There are many good reasons to evolve a language instead of inventing a new
one, the situation is a little bit like with OpenGL: 'modern OpenGL style' has
nothing in common with the original OpenGL, and many ideas have been
introduced in past versions which are now considered bad or dead. Still I can
take the OpenGL Gears sample (which is who-knows how old) and run it on a
modern GL driver.

This is both a good and bad thing. The bad is that it is confusing to learn
OpenGL if you haven't been following its entire history. Googling OpenGL
questions will give you 10 different answers, all correct, but only for a
specific time in its history. The good thing is that this approach allows me
to bring a large piece of GL code incrementally to modern standards without
having to rewrite everything.

Of course there are the new fancy 3D APIs (just like there are fancier
statically typed, compiled languages compared to C++), but in general, people
are underestimating the risks of rewriting a large piece of code (this is
still just as true as when it was written 15 years ago:
[http://www.joelonsoftware.com/articles/fog0000000069.html](http://www.joelonsoftware.com/articles/fog0000000069.html))

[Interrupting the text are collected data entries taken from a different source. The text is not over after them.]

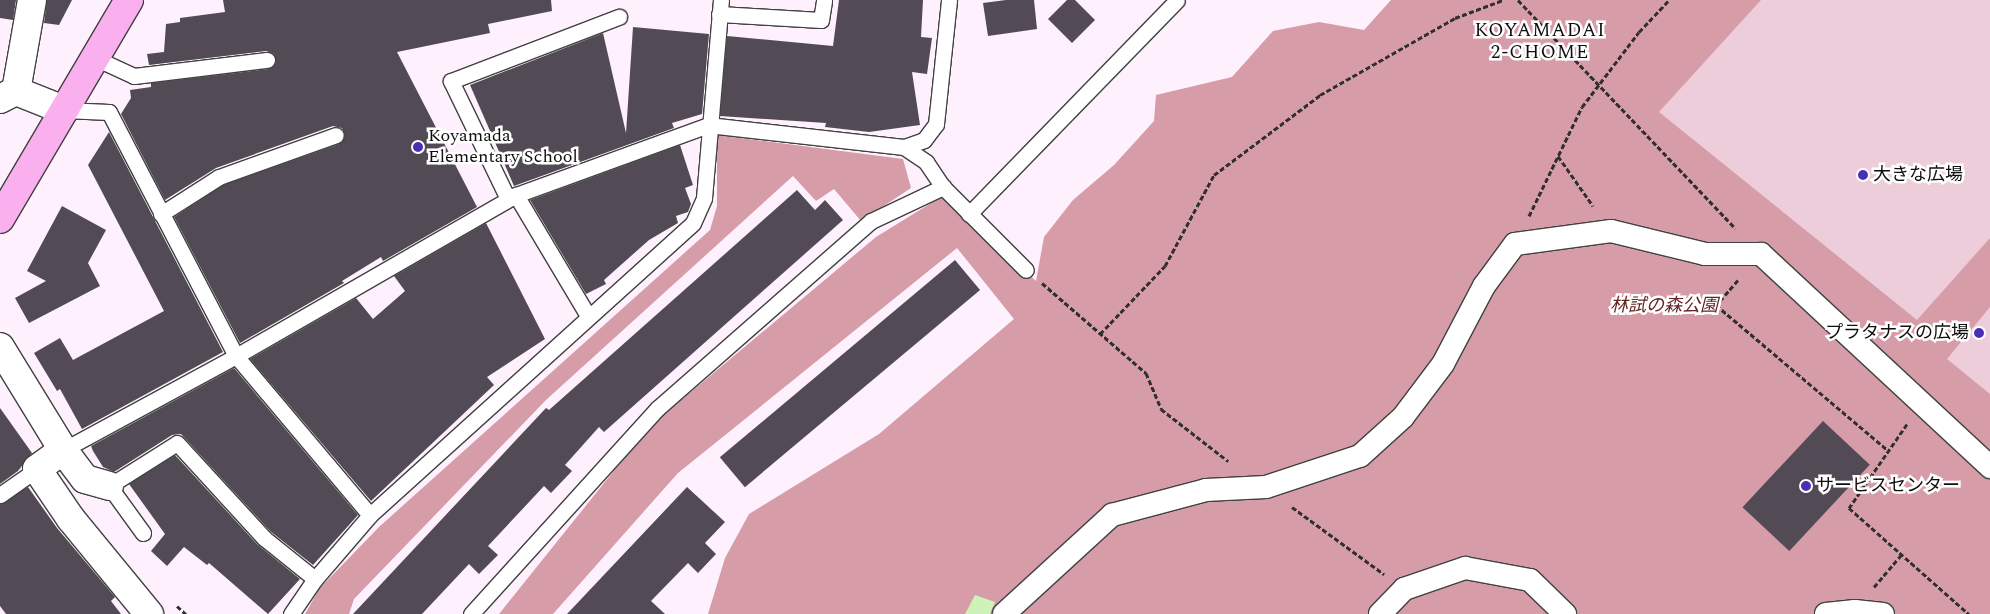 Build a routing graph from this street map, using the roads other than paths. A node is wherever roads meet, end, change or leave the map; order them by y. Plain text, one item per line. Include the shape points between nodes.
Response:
1 (32, 0) edge
2 (129, 0) edge
3 (824, 0) edge
4 (949, 0) edge
5 (1177, 0) edge
6 (720, 7) edge
7 (619, 17) dead end
8 (95, 58) junction
9 (267, 60) dead end
10 (8, 95) edge
11 (64, 110) junction
12 (708, 125) junction
13 (336, 135) dead end
14 (904, 147) junction
15 (942, 187) junction
16 (512, 197) junction
17 (161, 214) junction
18 (969, 214) junction
19 (0, 220) edge
20 (1026, 270) road end
21 (588, 316) junction
22 (0, 347) edge
23 (236, 356) junction
24 (63, 450) junction
25 (1990, 467) edge
26 (36, 469) junction
27 (109, 486) junction
28 (0, 495) edge
29 (370, 514) junction
30 (143, 532) dead end
31 (315, 579) junction
32 (149, 614) edge
33 (291, 614) edge
34 (471, 614) edge
35 (1004, 614) edge
36 (1380, 614) edge
37 (1566, 614) edge
38 (1826, 614) edge
39 (1883, 614) edge

1 - 10 street
2 - 8 main road
3 - 6 lane via 821,20
4 - 14 lane via 936,124 924,140
5 - 18 lane
6 - 12 lane
7 - 16 lane via 451,81
8 - 9 lane via 134,76
8 - 11 main road
10 - 11 street
11 - 17 lane via 109,112
11 - 19 main road
12 - 14 lane
12 - 16 lane
12 - 21 lane via 704,198 693,222
13 - 17 lane via 219,177
14 - 15 lane via 926,162
15 - 18 lane
15 - 34 lane via 871,221 658,408
16 - 21 lane
16 - 23 lane
17 - 23 lane
18 - 20 lane
21 - 29 lane
22 - 24 street
23 - 24 lane
23 - 29 lane
24 - 26 street
24 - 27 street via 85,480
25 - 35 street via 1761,254 1705,254 1611,231 1515,244 1484,286 1443,364 1403,417 1360,456 1266,488 1206,490 1112,515
26 - 28 lane
26 - 32 street via 71,519
27 - 30 lane
27 - 31 lane via 177,443 264,538
29 - 31 lane
31 - 33 lane
36 - 37 street via 1404,590 1465,568 1530,580
38 - 39 street via 1855,611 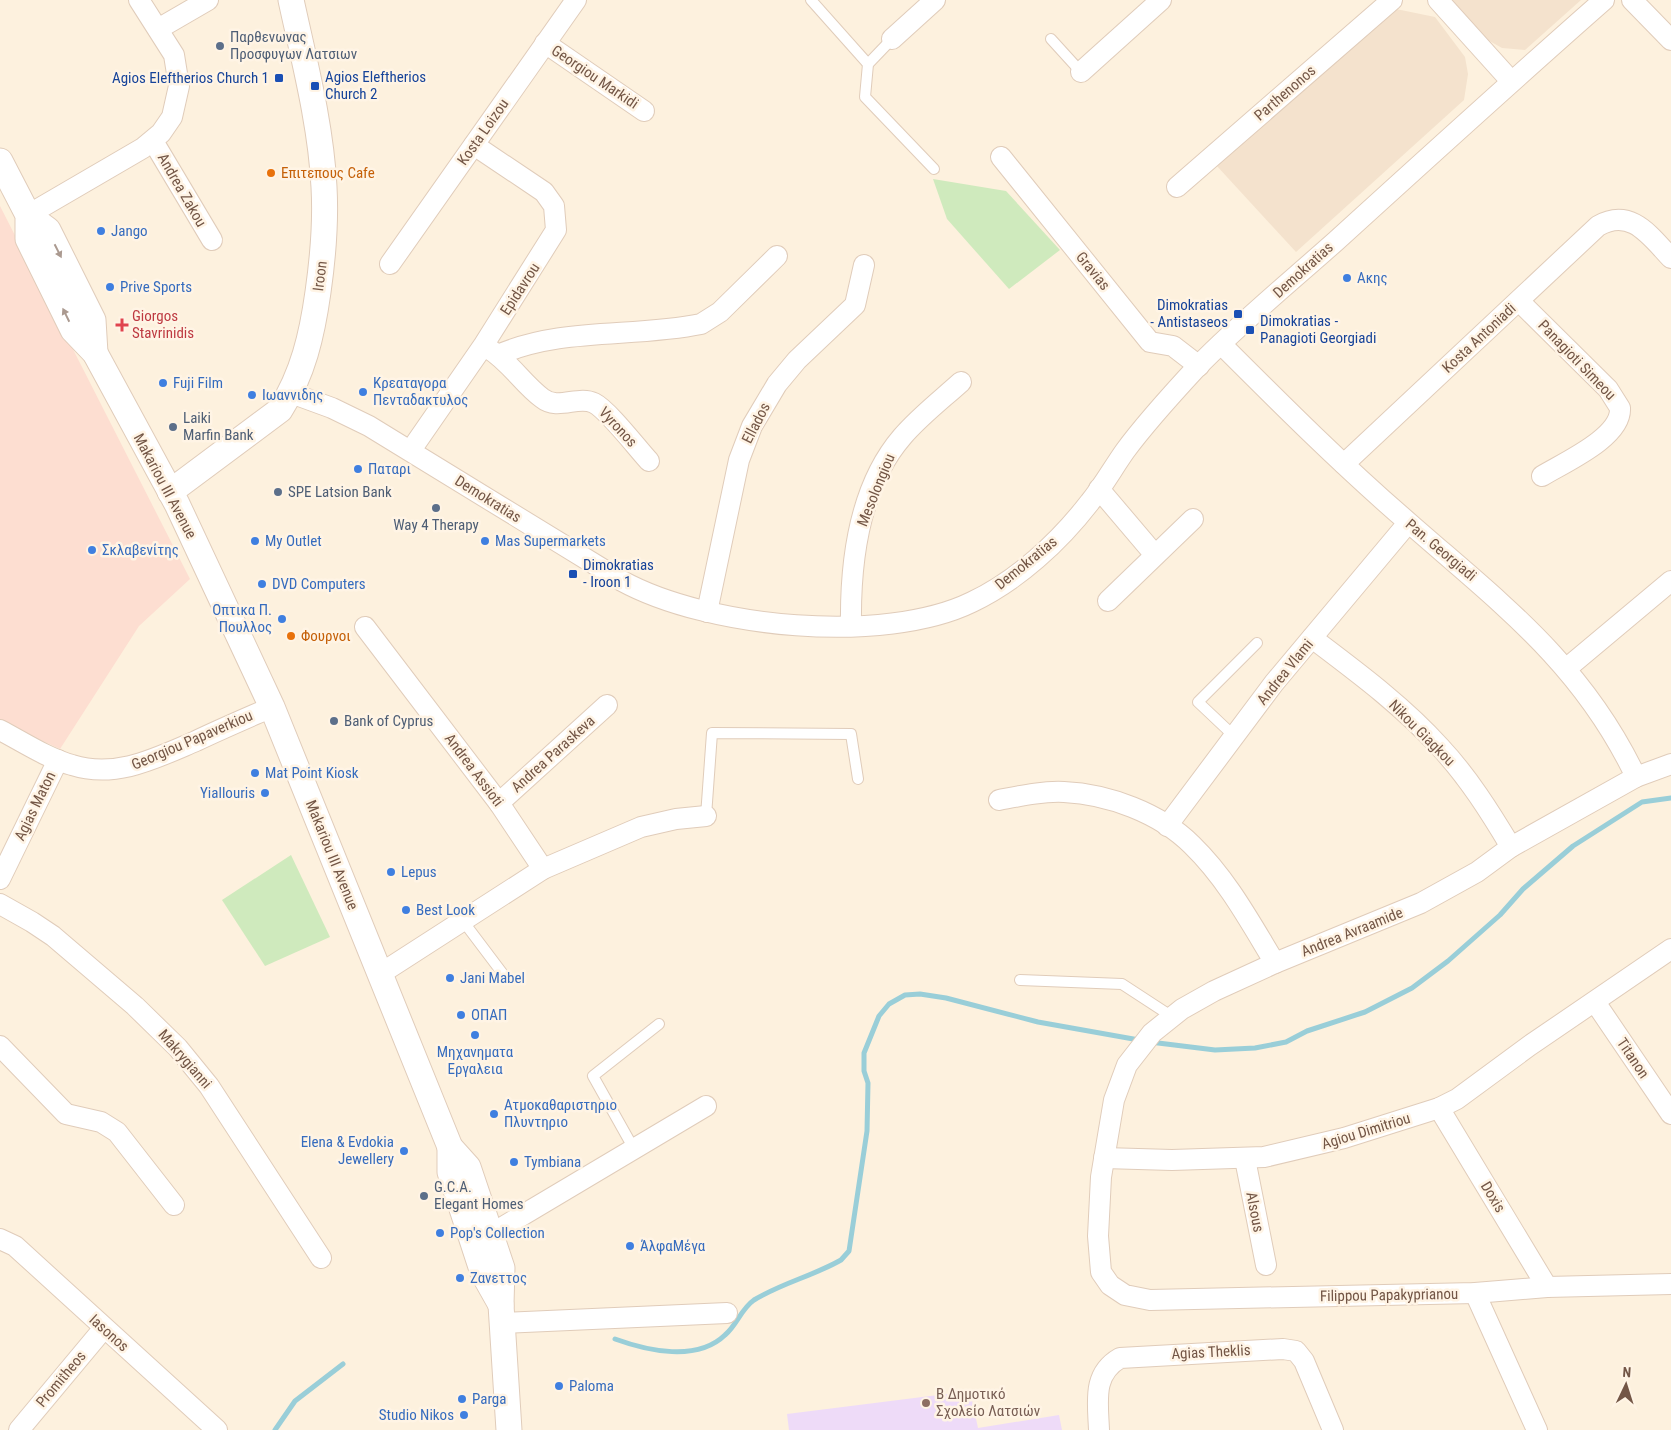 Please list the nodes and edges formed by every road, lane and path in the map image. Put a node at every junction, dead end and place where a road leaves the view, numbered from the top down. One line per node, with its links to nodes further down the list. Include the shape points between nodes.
1 (139, 0): 12 (street)
2 (208, 0): 12 (street)
3 (291, 0): 38 (street, Iroon, via 320,151 325,215 310,342)
4 (576, 0): 16 (street, Kosta Loizou)
5 (811, 0): 17 (lane)
6 (936, 0): 13 (street)
7 (1161, 0): 18 (street)
8 (1392, 0): 26 (street, Parthenonos)
9 (1438, 0): 19 (street)
10 (1604, 0): 19 (street, Demokratias)
11 (1632, 0): 15 (street)
12 (158, 29): 21 (street, via 174,55 179,86 172,117)
13 (892, 39): 17 (lane)
14 (1051, 39): 18 (lane)
15 (1671, 40)
16 (545, 43): 20 (street, Georgiou Markidi); 22 (street, Kosta Loizou)
17 (868, 64): 25 (lane, via 865,97)
18 (1081, 72)
19 (1511, 81): 34 (street, Demokratias)
20 (644, 111)
21 (153, 141): 27 (street); 28 (street, Andrea Zakou)
22 (474, 145): 31 (street, Kosta Loizou); 35 (street, Epidavrou, via 540,188 551,201 557,218 550,242)
23 (1001, 157): 36 (street, Gravias, via 1150,342 1173,346)
24 (0, 161): 27 (street, Makariou III Avenue)
25 (934, 169)
26 (1177, 187)
27 (28, 215): 44 (street, Makariou III Avenue, via 28,239 73,330 95,353)
28 (212, 240)
29 (778, 256): 35 (street, via 720,312 700,324 552,338)
30 (1671, 258): 33 (street, Kosta Antoniadi, via 1638,226 1617,219 1593,230)
31 (390, 264)
32 (864, 265): 50 (street, Ellados, via 855,305 797,360 777,384 752,426 739,460)
33 (1519, 301): 41 (street, Kosta Antoniadi); 42 (street, Panagioti Simeou, via 1614,395 1620,408 1617,424 1607,436)
34 (1221, 344): 36 (street, Demokratias); 41 (street, Pan. Georgiadi)
35 (491, 350): 39 (street, Epidavrou); 40 (street, Vyronos, via 543,399 559,404 587,401 600,407)
36 (1199, 366): 43 (street, Demokratias, via 1136,437)
37 (961, 382): 52 (street, Mesolongiou, via 911,428 886,460 857,538 851,589)
38 (291, 393): 39 (street, Demokratias, via 351,417); 44 (street, Iroon, via 280,410 266,422)
39 (410, 450): 50 (street, Demokratias, via 630,586 659,599)
40 (649, 461)
41 (1344, 464): 46 (street, Pan. Georgiadi)
42 (1542, 476)
43 (1099, 489): 47 (street); 52 (street, Demokratias, via 1077,518 1041,554 985,595 938,616 894,624)
44 (170, 492): 57 (street, Makariou III Avenue)
45 (1193, 519): 47 (street)
46 (1408, 523): 53 (street, Andrea Vlami); 55 (street, Pan. Georgiadi, via 1503,605)
47 (1155, 555): 49 (street)
48 (1671, 582): 55 (street)
49 (1108, 601)
50 (707, 612): 52 (street, Demokratias, via 769,622)
51 (365, 626): 65 (street, Andrea Assioti)
52 (851, 626)
53 (1312, 638): 59 (street, Andrea Vlami); 68 (street, Nikou Giagkou, via 1398,706 1441,748 1467,779)
54 (1257, 643): 59 (lane, via 1198,702)
55 (1567, 668): 62 (street, Pan. Georgiadi, via 1613,732)
56 (607, 705): 65 (street, Andrea Paraskeva)
57 (272, 706): 60 (street, Georgiou Papaverkiou, via 132,767 102,770 73,766); 75 (street, Makariou III Avenue)
58 (0, 730): 60 (street, Georgiou Papaverkiou)
59 (1234, 736): 67 (street, Andrea Vlami)
60 (58, 760): 70 (street, Agias Maton)
61 (1671, 764): 62 (street, Andrea Avraamide)
62 (1636, 776): 68 (street, Andrea Avraamide)
63 (858, 780): 66 (lane, via 851,734 712,733)
64 (999, 800): 67 (street, via 1049,792 1078,794 1124,805)
65 (499, 803): 69 (street, Andrea Assioti)
66 (706, 816): 69 (street, via 641,828)
67 (1167, 826): 74 (street, via 1191,844 1216,871)
68 (1511, 847): 74 (street, Andrea Avraamide, via 1477,872 1421,903)
69 (543, 869): 72 (street)
70 (0, 879)
71 (0, 904): 92 (street, Makrygianni, via 53,936 135,1006 178,1048 209,1086)
72 (463, 921): 75 (street); 76 (lane)
73 (1671, 949): 78 (street, Agiou Dimitriou)
74 (1275, 963): 79 (street, Andrea Avraamide)
75 (380, 974): 85 (street, Makariou III Avenue)
76 (503, 974)
77 (1020, 980): 79 (lane, via 1122,984)
78 (1595, 1002): 83 (street, Agiou Dimitriou); 84 (street, Titanon)
79 (1171, 1016): 87 (street, Andrea Avraamide, via 1134,1054 1122,1076 1114,1100)
80 (659, 1024): 86 (lane, via 593,1076)
81 (0, 1046): 89 (street, via 66,1114 101,1122 118,1132)
82 (706, 1106): 86 (street)
83 (1439, 1108): 88 (street, Agiou Dimitriou, via 1315,1146); 95 (street, Doxis)
84 (1671, 1114)
85 (450, 1147): 90 (street, Makariou III Avenue, via 468,1167); 98 (street, Makariou III Avenue, via 450,1172 482,1273)
86 (634, 1149): 90 (street)
87 (1104, 1158): 88 (street, Agiou Dimitriou); 96 (street, Filippou Papakyprianou, via 1098,1219 1102,1272 1110,1285 1125,1295 1150,1300)
88 (1245, 1159): 93 (street, Alsous)
89 (174, 1204)
90 (491, 1234): 98 (street, Makariou III Avenue, via 502,1268)
91 (0, 1239): 99 (street, Iasonos, via 15,1246)
92 (321, 1258)
93 (1266, 1264)
94 (1671, 1284): 95 (street, Filippou Papakyprianou)
95 (1547, 1286): 96 (street, Filippou Papakyprianou)
96 (1475, 1293): 105 (street)
97 (727, 1313): 98 (street)
98 (502, 1314): 102 (street, Makariou III Avenue)
99 (104, 1328): 100 (street, Promitheos); 101 (street, Iasonos)
100 (19, 1430)
101 (217, 1430)
102 (508, 1430)
103 (1099, 1430): 104 (street, Agias Theklis, via 1099,1381 1108,1367 1120,1358 1283,1349 1296,1351 1304,1361)
104 (1333, 1430)
105 (1537, 1430)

What I would like to see in C++ is to have very detailed control over language
features and enforce coding guidelines in my own code base. The more fine
grained this control, the better. Something like 'don't allow pointer
arithmetics', 'don't allow C arrays', 'don't allow multiple inheritance',
etc... Going with your example: as soon as the rotten meat layer is reached,
the compiler would no longer accept the code unless you specifically allow it
with an exception to the 'modern rule-set'.

A combination of such rules could result in a 'safe subset' which would have
the same compile-times guarantees as Rust, and if the rules are violated, the
compiler will complain (I think/hope this is what the presentation is mainly
about).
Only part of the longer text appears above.